Life is life: With Bru McCoy finally making official on Tuesday afternoon what everybody anticipated, all Trojan fans should welcome back McCoy, the 2018 Maxwell Football Club Offensive National High School Player of the Year, with open arms because the kid knew that a return to USC would make unwanted national headlines, putting his name up for controversial media scrutiny, and probably having to sit out in 2019. In the end, however, Bru and his family rose above the “consequences” of making such a decision, and the kid went with his soul-searching heart. Sometimes you have to get away to figure things out. Yes, the grass isn’t always greener or should we say burnt orange on the other side of the hill. At the time of his Friday announcement some weeks ago that he was entering the NCAA Portal for a second time, Bru gave no doubt to his final destination by saying he would have to regain the trust of his former school and teammate. Gee, wonder who that could have been?
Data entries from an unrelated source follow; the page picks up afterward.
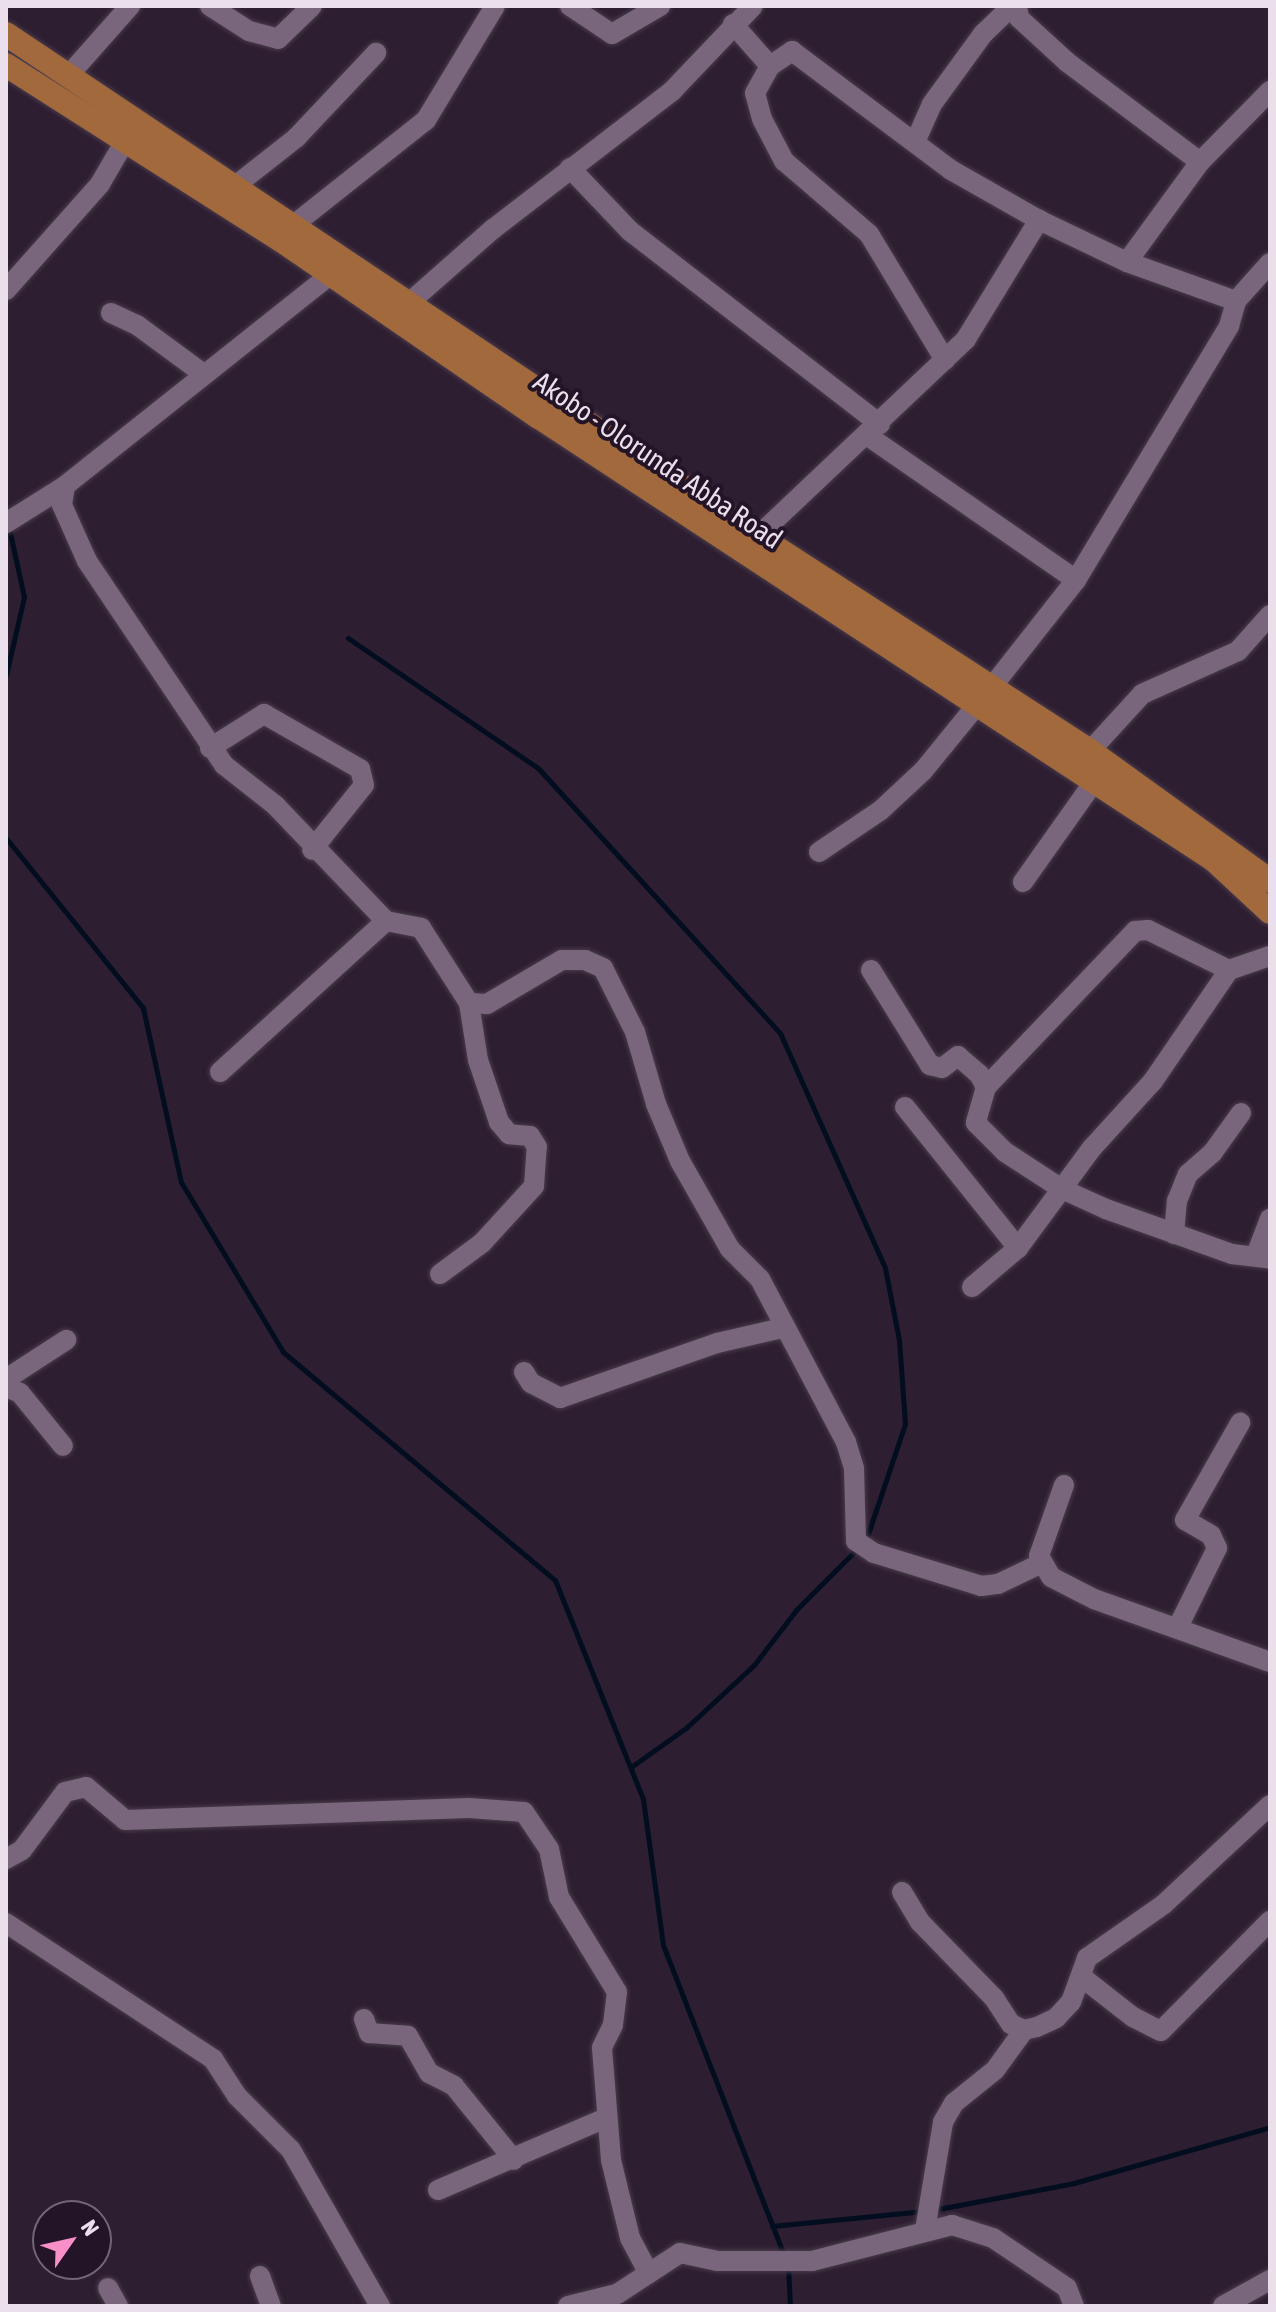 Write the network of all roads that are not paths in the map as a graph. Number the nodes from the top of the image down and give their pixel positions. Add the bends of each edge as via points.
1 (130, 6) edge
2 (210, 6) edge
3 (312, 6) edge
4 (495, 6) edge
5 (570, 6) edge
6 (660, 6) edge
7 (753, 6) edge
8 (1012, 12) edge
9 (733, 24) junction
10 (6, 34) edge
11 (376, 53) dead end
12 (6, 65) edge
13 (770, 66) junction
14 (68, 76) junction
15 (1270, 91) edge
16 (916, 140) junction
17 (125, 141) junction
18 (1200, 162) junction
19 (570, 168) junction
20 (235, 186) junction
21 (1039, 220) junction
22 (296, 223) junction
23 (1127, 262) junction
24 (1270, 263) edge
25 (330, 275) junction
26 (6, 290) edge
27 (1236, 301) junction
28 (409, 303) junction
29 (111, 313) dead end
30 (945, 360) junction
31 (202, 373) junction
32 (874, 430) junction
33 (65, 486) junction
34 (12, 520) edge
35 (758, 536) junction
36 (1076, 580) junction
37 (1270, 615) edge
38 (984, 697) junction
39 (210, 748) junction
40 (1090, 751) junction
41 (1093, 783) junction
42 (1140, 784) junction
43 (1126, 805) junction
44 (312, 850) junction
45 (819, 852) dead end
46 (1270, 881) edge
47 (1023, 882) dead end
48 (1270, 912) edge
49 (386, 921) junction
50 (1270, 956) edge
51 (871, 970) dead end
52 (1229, 970) junction
53 (469, 1003) junction
54 (220, 1072) dead end
55 (986, 1087) junction
56 (905, 1107) dead end
57 (1241, 1113) dead end
58 (1062, 1189) junction
59 (1270, 1219) edge
60 (1174, 1234) junction
61 (1018, 1248) junction
62 (1263, 1257) edge
63 (440, 1274) dead end
64 (972, 1287) dead end
65 (782, 1328) junction
66 (66, 1340) dead end
67 (524, 1372) dead end
68 (7, 1387) edge
69 (1240, 1423) dead end
70 (63, 1446) dead end
71 (1064, 1485) dead end
72 (1040, 1564) junction
73 (1178, 1627) junction
74 (1270, 1662) edge
75 (1270, 1805) edge
76 (6, 1859) edge
77 (902, 1892) dead end
78 (6, 1923) edge
79 (1267, 1929) edge
80 (1083, 1978) junction
81 (364, 2019) dead end
82 (1024, 2030) junction
83 (606, 2118) junction
84 (514, 2160) junction
85 (438, 2190) dead end
86 (925, 2230) junction
87 (649, 2273) junction
88 (260, 2276) dead end
89 (1270, 2280) edge
90 (271, 2306) edge
91 (380, 2306) edge
92 (568, 2306) edge
93 (1074, 2306) edge
94 (1223, 2306) edge

1 - 14 street
2 - 3 street via 249,31 278,39
4 - 22 street via 426,120
5 - 6 street via 612,34
7 - 9 street
8 - 16 street via 932,104
8 - 18 street via 1067,62
9 - 13 street
9 - 19 street via 672,91
10 - 14 main road, Akobo - Olorunda Abba Road
11 - 20 street via 296,138
12 - 17 main road, Akobo - Olorunda Abba Road
13 - 16 street via 792,51
13 - 30 street via 755,93 784,161 869,234
14 - 20 main road, Akobo - Olorunda Abba Road
15 - 18 street
16 - 21 street via 951,170
17 - 25 main road, Akobo - Olorunda Abba Road
17 - 26 street via 100,184
18 - 23 street
19 - 28 street
19 - 32 street via 630,231
20 - 22 main road, Akobo - Olorunda Abba Road
21 - 23 street
21 - 30 street via 997,296
22 - 28 main road, Akobo - Olorunda Abba Road
23 - 27 street
24 - 27 street
25 - 31 street
25 - 38 main road, Akobo - Olorunda Abba Road
27 - 36 street via 1229,326
28 - 35 main road, Akobo - Olorunda Abba Road
29 - 31 street via 137,325
30 - 32 street
31 - 33 street
32 - 35 street
32 - 36 street
33 - 34 street
33 - 39 street via 62,505 87,561
35 - 38 main road, Akobo - Olorunda Abba Road
36 - 38 street
37 - 40 street via 1238,651 1142,694
38 - 40 main road, Akobo - Olorunda Abba Road
38 - 41 main road, Akobo - Olorunda Abba Road
38 - 45 street via 923,771 881,810
39 - 44 street via 275,805
39 - 44 street via 264,714 360,769 364,785
40 - 42 main road, Akobo - Olorunda Abba Road
41 - 43 main road, Akobo - Olorunda Abba Road
41 - 47 street
42 - 43 main road
42 - 46 main road, Akobo - Olorunda Abba Road
43 - 48 main road, Akobo - Olorunda Abba Road via 1214,860
44 - 49 street
49 - 53 street via 421,928
49 - 54 street
50 - 52 street
51 - 55 street via 930,1065 942,1068 953,1058 965,1058
52 - 55 street via 1148,930 1135,931
52 - 58 street via 1153,1081
53 - 63 street via 478,1060 499,1122 509,1134 530,1136 537,1147 534,1186 482,1243
53 - 65 street via 487,1004 562,960 585,960 603,968 635,1032 675,1151 730,1249 760,1279
55 - 58 street via 975,1112 979,1131
56 - 61 street
57 - 60 street via 1188,1174 1177,1201
58 - 60 street
58 - 61 street
59 - 62 street
60 - 62 street via 1232,1254
61 - 64 street
65 - 67 street via 717,1343 560,1398 531,1383
65 - 72 street via 846,1442 862,1545 981,1586 998,1584
66 - 68 street
68 - 70 street
69 - 73 street via 1185,1520 1211,1535 1217,1548
71 - 72 street
72 - 73 street via 1051,1577 1094,1599
73 - 74 street
75 - 80 street via 1164,1904 1087,1958
76 - 83 street via 22,1850 65,1792 86,1787 125,1820 469,1808 524,1812 549,1849 559,1897 617,1992 613,2025 602,2048
77 - 82 street via 920,1922 994,1998 1011,2024
78 - 91 street via 213,2059 237,2096 291,2150
79 - 80 street via 1161,2031 1133,2017
80 - 82 street via 1056,2018
81 - 84 street via 369,2033 408,2036 429,2073 454,2086
82 - 86 street via 995,2070 954,2103 943,2122
83 - 84 street
83 - 87 street via 630,2238
84 - 85 street
86 - 87 street via 849,2255 812,2261 717,2261 680,2253
86 - 93 street via 968,2226 993,2238 1067,2288
87 - 92 street via 617,2294
88 - 90 street
89 - 94 street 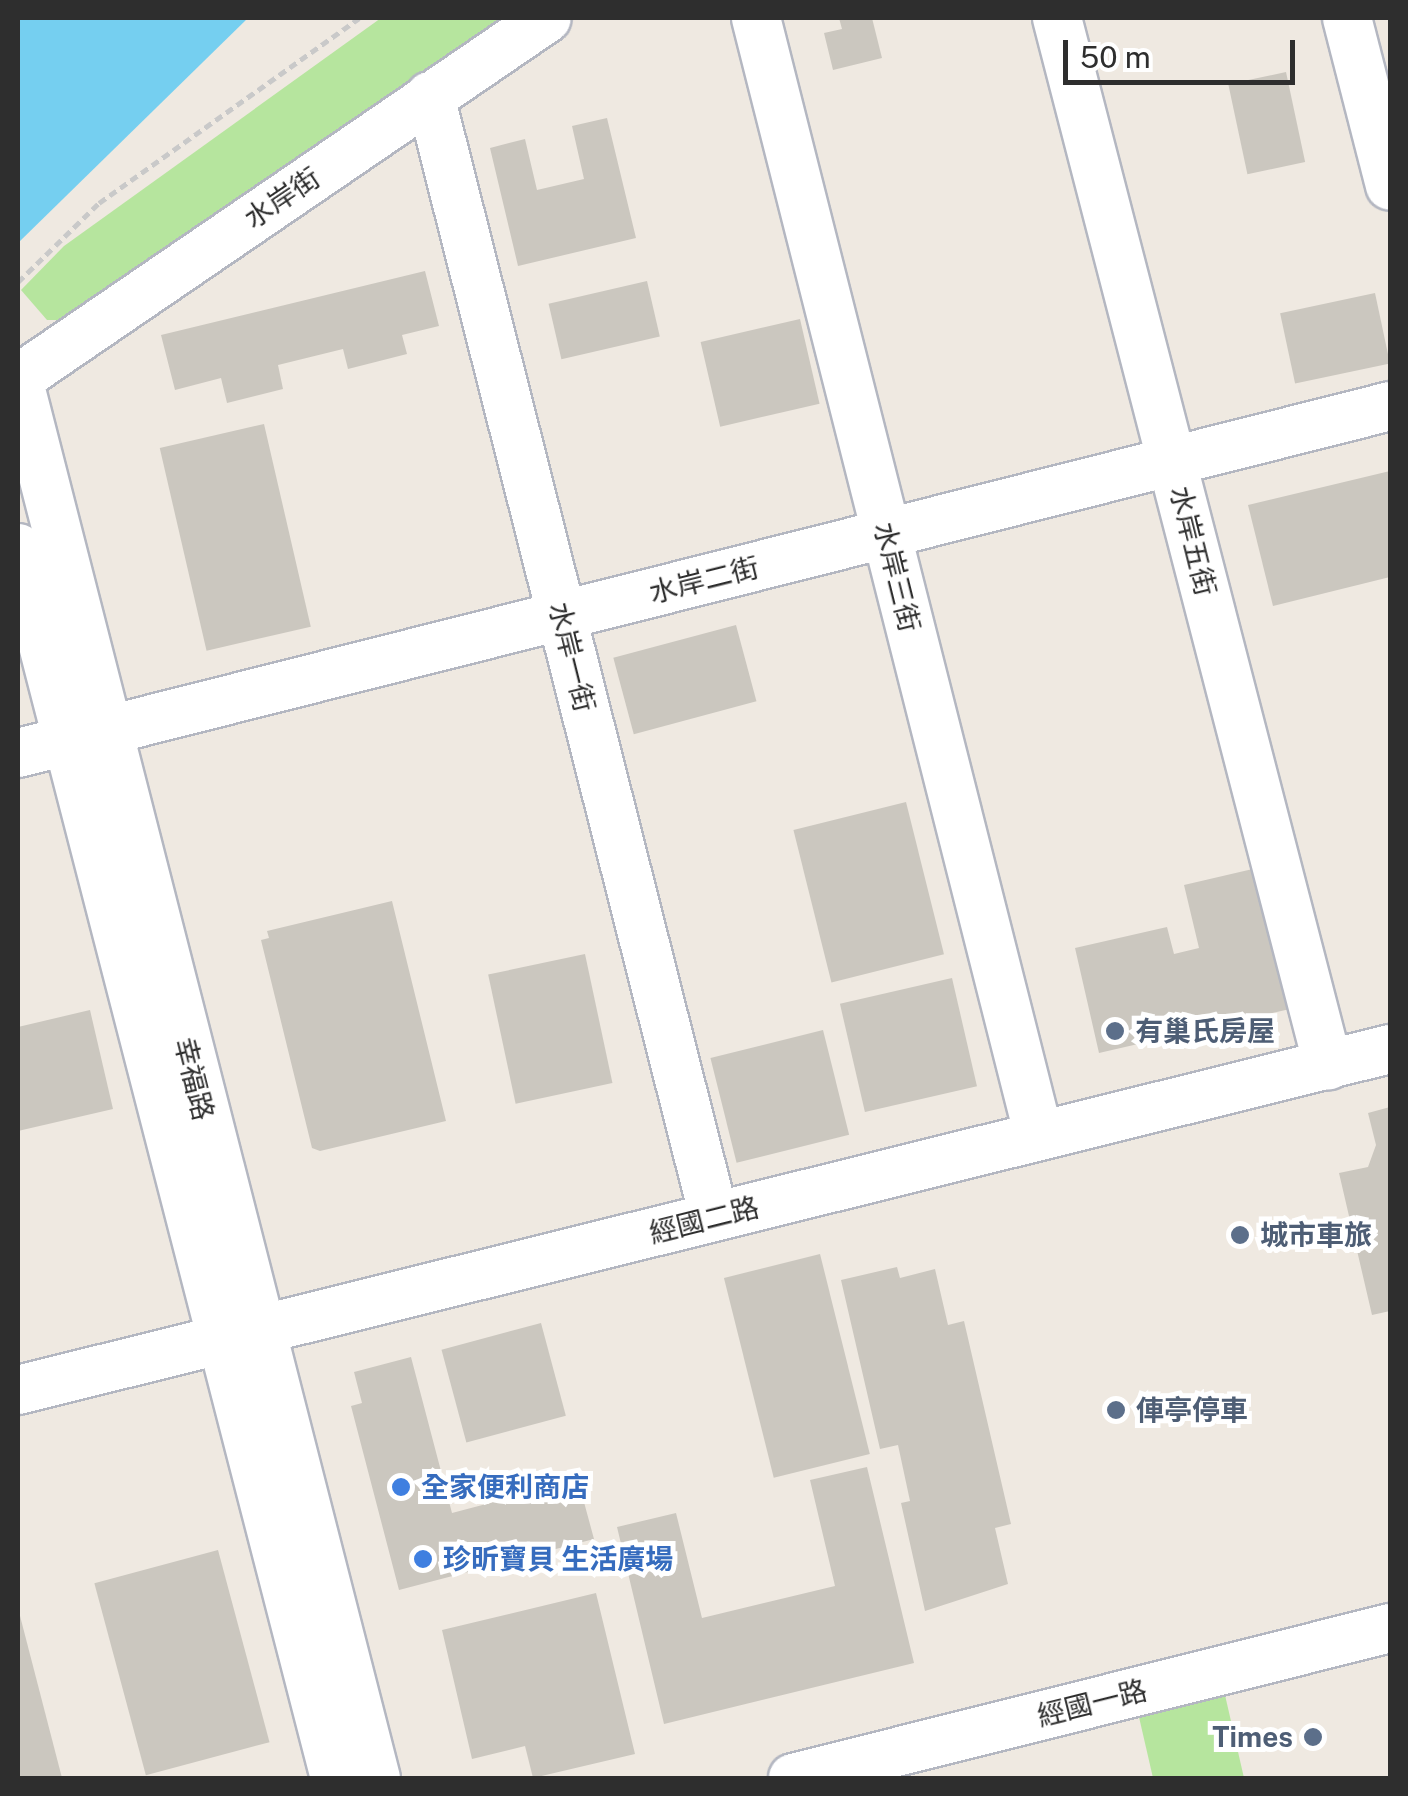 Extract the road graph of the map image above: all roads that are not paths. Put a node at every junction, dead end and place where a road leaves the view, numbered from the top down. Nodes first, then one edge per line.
1 (546, 18) edge
2 (756, 18) edge
3 (1058, 18) edge
4 (1348, 18) edge
5 (430, 96) junction
6 (1390, 186) edge
7 (18, 378) edge
8 (1390, 406) edge
9 (1172, 462) junction
10 (886, 534) junction
11 (18, 548) edge
12 (562, 616) junction
13 (84, 737) junction
14 (18, 753) edge
15 (1390, 1050) edge
16 (1328, 1065) junction
17 (1039, 1136) junction
18 (714, 1217) junction
19 (239, 1335) junction
20 (18, 1390) edge
21 (1390, 1628) edge
22 (335, 1778) edge
23 (376, 1778) edge
24 (793, 1778) edge

1 - 5 street, 水岸街
2 - 10 street, 水岸三街
3 - 9 street, 水岸五街
4 - 6 street
5 - 7 street, 水岸街
5 - 12 street, 水岸一街
7 - 13 street, 幸福路
8 - 9 street, 水岸二街
9 - 10 street, 水岸二街
9 - 16 street, 水岸五街
10 - 12 street, 水岸二街
10 - 17 street, 水岸三街
11 - 13 street, 幸福路
12 - 13 street, 水岸二街
12 - 18 street, 水岸一街
13 - 14 street, 水岸二街
13 - 19 street, 幸福路
15 - 16 street, 經國二路
16 - 17 street, 經國二路
17 - 18 street, 經國二路
18 - 19 street, 經國二路
19 - 20 street, 經國二路
19 - 22 street, 幸福路
19 - 23 street, 幸福路
21 - 24 street, 經國一路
Second chances: So now not only is Bru McCoy officially getting a second chance of living out his original dream of being a Trojan football player and graduating with a USC degree, but Clay Helton, too, is getting a second chance to make sure something like this doesn’t happen again. Both McCoy and Helton probably have learned a lot from this happy-to-sad-to-happy ending…one would hope. Credit to Helton for never burning the bridge between Bru and himself with the USC program. This is one time that the Gentleman Clay persona worked in his favor, and the coach should be applauded on his marvelous handling of the initial fallout.
The unknown: It’s no secret that part of Bru McCoy’s original decision to leave the Trojans was his dissatisfaction, concern, and overall questioning of the uncertainty of Clay Helton’s USC program. Those concerns are on Helton and his program, and it’s also intertwined with the wait-and-see attitude of the future recruiting classes of 2020 and 2021. Having McCoy’s return certainly doesn’t hurt bringing back some respectability. BTW and in hindsight, where were the USC assistant coaches and the head man making sure that Bru was being pampered and coddled upon his original three-week introduction to Troy so things didn’t evolve into a roadmap to Austin? Let’s be honest, it wasn’t McCoy’s fault for the current state of USC football’s uncertainty and public perception of a Trojans’ program and administration trying to figure itself out.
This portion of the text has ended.